*** EXTRACTED ENTRIES Section Begins ***

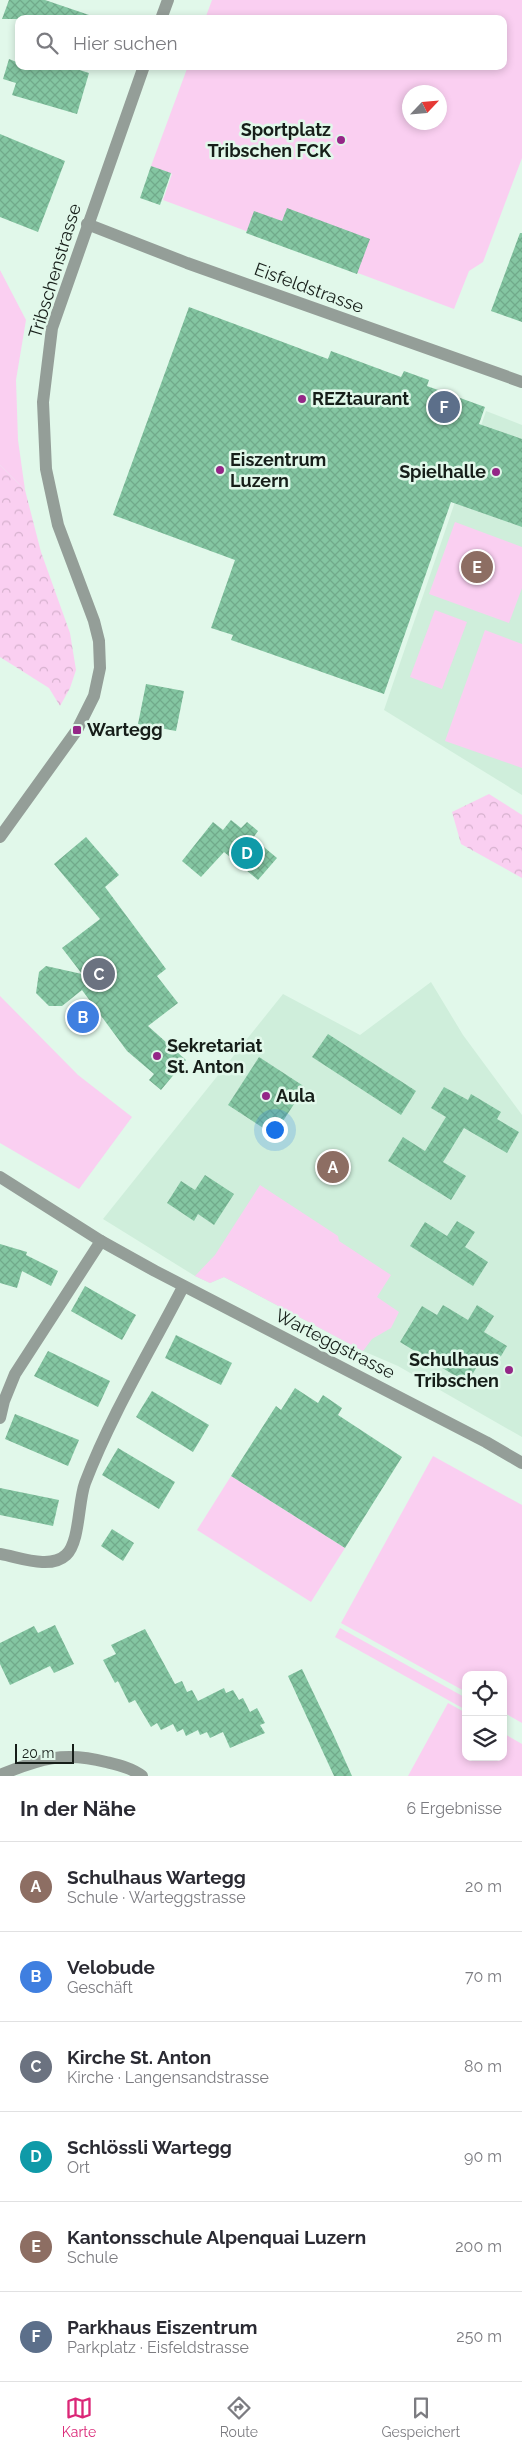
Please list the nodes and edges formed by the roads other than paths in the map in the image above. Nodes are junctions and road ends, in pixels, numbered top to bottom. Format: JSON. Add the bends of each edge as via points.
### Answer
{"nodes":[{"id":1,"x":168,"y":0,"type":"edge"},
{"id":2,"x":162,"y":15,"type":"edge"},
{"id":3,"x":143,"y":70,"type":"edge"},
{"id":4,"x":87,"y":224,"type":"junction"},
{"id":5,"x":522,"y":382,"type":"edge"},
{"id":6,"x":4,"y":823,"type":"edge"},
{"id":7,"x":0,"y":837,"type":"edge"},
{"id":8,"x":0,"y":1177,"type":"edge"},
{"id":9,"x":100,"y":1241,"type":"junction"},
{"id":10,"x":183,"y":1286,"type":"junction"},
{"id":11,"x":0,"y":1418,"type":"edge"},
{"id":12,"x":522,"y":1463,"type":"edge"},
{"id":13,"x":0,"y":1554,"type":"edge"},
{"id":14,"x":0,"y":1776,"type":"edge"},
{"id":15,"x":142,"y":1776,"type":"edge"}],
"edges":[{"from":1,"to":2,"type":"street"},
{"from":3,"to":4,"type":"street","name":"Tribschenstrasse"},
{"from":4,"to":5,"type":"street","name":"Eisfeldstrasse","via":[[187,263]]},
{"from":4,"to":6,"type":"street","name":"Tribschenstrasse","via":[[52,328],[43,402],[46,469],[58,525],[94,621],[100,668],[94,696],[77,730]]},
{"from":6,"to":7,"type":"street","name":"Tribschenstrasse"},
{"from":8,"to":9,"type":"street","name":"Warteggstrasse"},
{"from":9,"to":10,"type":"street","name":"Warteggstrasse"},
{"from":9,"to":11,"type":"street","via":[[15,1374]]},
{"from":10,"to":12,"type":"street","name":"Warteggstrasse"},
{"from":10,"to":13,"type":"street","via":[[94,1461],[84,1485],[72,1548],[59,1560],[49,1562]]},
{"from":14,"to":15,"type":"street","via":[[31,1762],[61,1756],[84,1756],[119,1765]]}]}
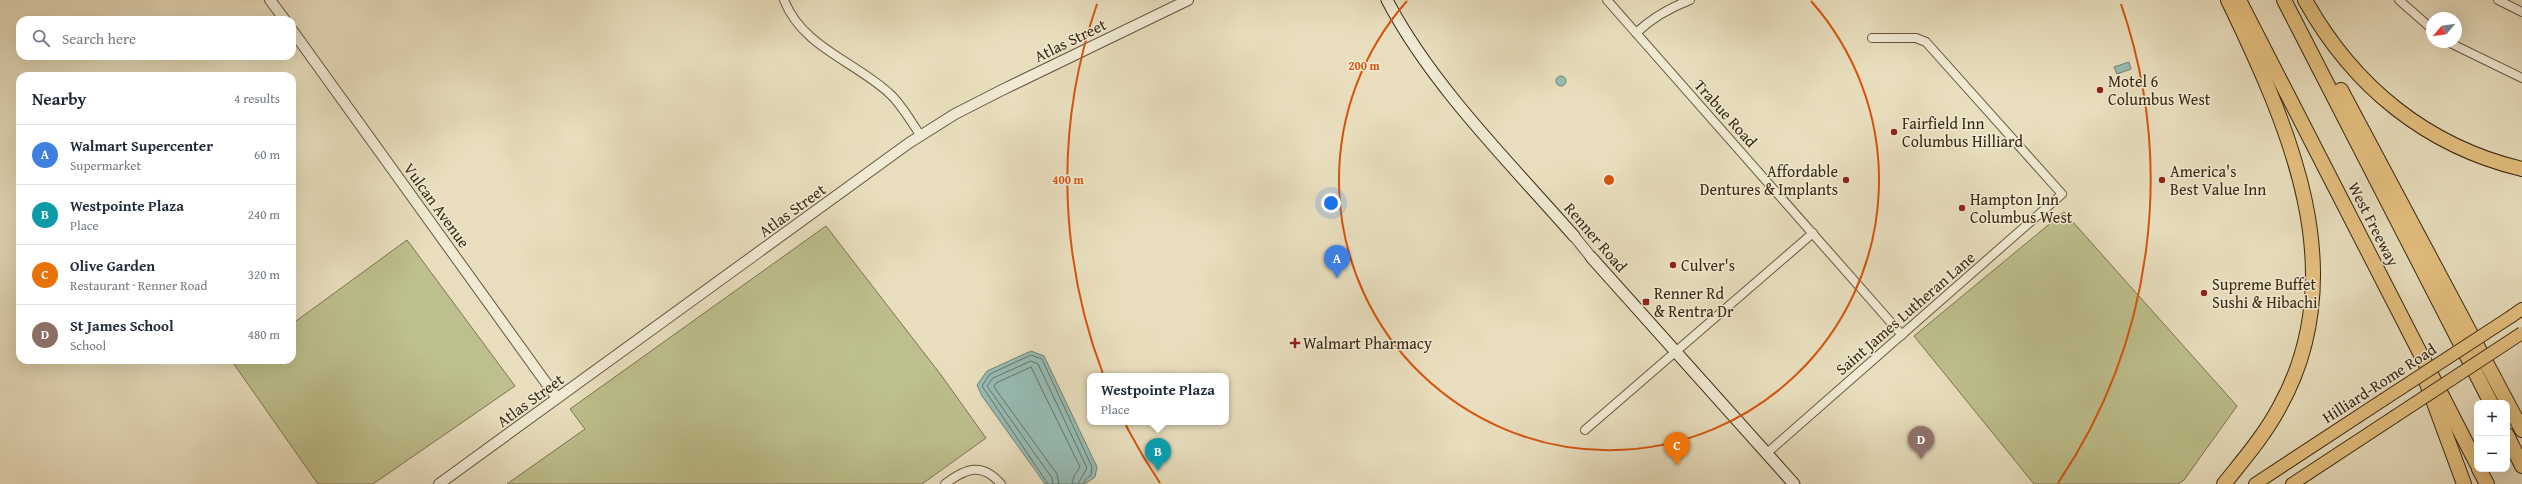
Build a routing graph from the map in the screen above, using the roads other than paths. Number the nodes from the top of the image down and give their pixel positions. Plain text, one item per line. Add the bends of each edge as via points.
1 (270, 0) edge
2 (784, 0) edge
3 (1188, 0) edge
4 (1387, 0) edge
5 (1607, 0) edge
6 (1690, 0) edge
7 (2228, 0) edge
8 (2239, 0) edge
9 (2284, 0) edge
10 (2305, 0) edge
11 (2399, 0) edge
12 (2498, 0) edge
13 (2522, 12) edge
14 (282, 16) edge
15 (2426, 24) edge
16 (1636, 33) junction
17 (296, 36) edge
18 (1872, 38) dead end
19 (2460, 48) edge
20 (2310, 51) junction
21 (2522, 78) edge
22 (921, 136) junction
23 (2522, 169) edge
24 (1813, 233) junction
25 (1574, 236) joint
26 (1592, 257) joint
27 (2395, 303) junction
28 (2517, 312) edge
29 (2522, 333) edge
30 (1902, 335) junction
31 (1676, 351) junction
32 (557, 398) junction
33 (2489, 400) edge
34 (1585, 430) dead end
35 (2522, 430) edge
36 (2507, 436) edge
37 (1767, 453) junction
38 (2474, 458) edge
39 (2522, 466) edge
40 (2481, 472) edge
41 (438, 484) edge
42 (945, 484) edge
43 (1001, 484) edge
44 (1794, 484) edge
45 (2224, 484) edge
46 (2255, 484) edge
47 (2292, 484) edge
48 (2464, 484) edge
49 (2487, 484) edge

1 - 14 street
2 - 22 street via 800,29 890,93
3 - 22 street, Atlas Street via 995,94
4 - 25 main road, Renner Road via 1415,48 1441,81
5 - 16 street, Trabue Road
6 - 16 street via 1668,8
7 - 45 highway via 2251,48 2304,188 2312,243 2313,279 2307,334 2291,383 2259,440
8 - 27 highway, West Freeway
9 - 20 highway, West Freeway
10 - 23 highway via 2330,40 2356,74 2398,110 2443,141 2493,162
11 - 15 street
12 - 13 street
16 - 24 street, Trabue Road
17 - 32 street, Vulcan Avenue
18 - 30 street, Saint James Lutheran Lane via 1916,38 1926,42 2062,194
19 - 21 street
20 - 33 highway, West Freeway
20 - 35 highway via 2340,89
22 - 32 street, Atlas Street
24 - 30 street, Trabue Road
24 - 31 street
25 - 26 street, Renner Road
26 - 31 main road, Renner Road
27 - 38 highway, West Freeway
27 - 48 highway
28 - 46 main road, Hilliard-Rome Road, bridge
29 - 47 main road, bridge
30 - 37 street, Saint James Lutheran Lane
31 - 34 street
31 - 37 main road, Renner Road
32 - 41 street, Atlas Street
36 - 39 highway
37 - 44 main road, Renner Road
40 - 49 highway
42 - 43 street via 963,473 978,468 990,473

*** EXTRACTED ENTRIES Section Ends ***

TRY IT: Write out each entry above once more, exactly as written, and drop the pictures.

TASK RESPONSE:
Please list the nodes and edges formed by the roads other than paths in the map in the image above. Nodes are junctions and road ends, in pixels, numbered top to bottom. Format: JSON. Add the bends of each edge as via points.
### Answer
{"nodes":[{"id":1,"x":168,"y":0,"type":"edge"},
{"id":2,"x":162,"y":15,"type":"edge"},
{"id":3,"x":143,"y":70,"type":"edge"},
{"id":4,"x":87,"y":224,"type":"junction"},
{"id":5,"x":522,"y":382,"type":"edge"},
{"id":6,"x":4,"y":823,"type":"edge"},
{"id":7,"x":0,"y":837,"type":"edge"},
{"id":8,"x":0,"y":1177,"type":"edge"},
{"id":9,"x":100,"y":1241,"type":"junction"},
{"id":10,"x":183,"y":1286,"type":"junction"},
{"id":11,"x":0,"y":1418,"type":"edge"},
{"id":12,"x":522,"y":1463,"type":"edge"},
{"id":13,"x":0,"y":1554,"type":"edge"},
{"id":14,"x":0,"y":1776,"type":"edge"},
{"id":15,"x":142,"y":1776,"type":"edge"}],
"edges":[{"from":1,"to":2,"type":"street"},
{"from":3,"to":4,"type":"street","name":"Tribschenstrasse"},
{"from":4,"to":5,"type":"street","name":"Eisfeldstrasse","via":[[187,263]]},
{"from":4,"to":6,"type":"street","name":"Tribschenstrasse","via":[[52,328],[43,402],[46,469],[58,525],[94,621],[100,668],[94,696],[77,730]]},
{"from":6,"to":7,"type":"street","name":"Tribschenstrasse"},
{"from":8,"to":9,"type":"street","name":"Warteggstrasse"},
{"from":9,"to":10,"type":"street","name":"Warteggstrasse"},
{"from":9,"to":11,"type":"street","via":[[15,1374]]},
{"from":10,"to":12,"type":"street","name":"Warteggstrasse"},
{"from":10,"to":13,"type":"street","via":[[94,1461],[84,1485],[72,1548],[59,1560],[49,1562]]},
{"from":14,"to":15,"type":"street","via":[[31,1762],[61,1756],[84,1756],[119,1765]]}]}
Build a routing graph from the map in the screen above, using the roads other than paths. Number the nodes from the top of the image down and give their pixel positions. Plain text, one item per line. Add the bends of each edge as via points.
1 (270, 0) edge
2 (784, 0) edge
3 (1188, 0) edge
4 (1387, 0) edge
5 (1607, 0) edge
6 (1690, 0) edge
7 (2228, 0) edge
8 (2239, 0) edge
9 (2284, 0) edge
10 (2305, 0) edge
11 (2399, 0) edge
12 (2498, 0) edge
13 (2522, 12) edge
14 (282, 16) edge
15 (2426, 24) edge
16 (1636, 33) junction
17 (296, 36) edge
18 (1872, 38) dead end
19 (2460, 48) edge
20 (2310, 51) junction
21 (2522, 78) edge
22 (921, 136) junction
23 (2522, 169) edge
24 (1813, 233) junction
25 (1574, 236) joint
26 (1592, 257) joint
27 (2395, 303) junction
28 (2517, 312) edge
29 (2522, 333) edge
30 (1902, 335) junction
31 (1676, 351) junction
32 (557, 398) junction
33 (2489, 400) edge
34 (1585, 430) dead end
35 (2522, 430) edge
36 (2507, 436) edge
37 (1767, 453) junction
38 (2474, 458) edge
39 (2522, 466) edge
40 (2481, 472) edge
41 (438, 484) edge
42 (945, 484) edge
43 (1001, 484) edge
44 (1794, 484) edge
45 (2224, 484) edge
46 (2255, 484) edge
47 (2292, 484) edge
48 (2464, 484) edge
49 (2487, 484) edge

1 - 14 street
2 - 22 street via 800,29 890,93
3 - 22 street, Atlas Street via 995,94
4 - 25 main road, Renner Road via 1415,48 1441,81
5 - 16 street, Trabue Road
6 - 16 street via 1668,8
7 - 45 highway via 2251,48 2304,188 2312,243 2313,279 2307,334 2291,383 2259,440
8 - 27 highway, West Freeway
9 - 20 highway, West Freeway
10 - 23 highway via 2330,40 2356,74 2398,110 2443,141 2493,162
11 - 15 street
12 - 13 street
16 - 24 street, Trabue Road
17 - 32 street, Vulcan Avenue
18 - 30 street, Saint James Lutheran Lane via 1916,38 1926,42 2062,194
19 - 21 street
20 - 33 highway, West Freeway
20 - 35 highway via 2340,89
22 - 32 street, Atlas Street
24 - 30 street, Trabue Road
24 - 31 street
25 - 26 street, Renner Road
26 - 31 main road, Renner Road
27 - 38 highway, West Freeway
27 - 48 highway
28 - 46 main road, Hilliard-Rome Road, bridge
29 - 47 main road, bridge
30 - 37 street, Saint James Lutheran Lane
31 - 34 street
31 - 37 main road, Renner Road
32 - 41 street, Atlas Street
36 - 39 highway
37 - 44 main road, Renner Road
40 - 49 highway
42 - 43 street via 963,473 978,468 990,473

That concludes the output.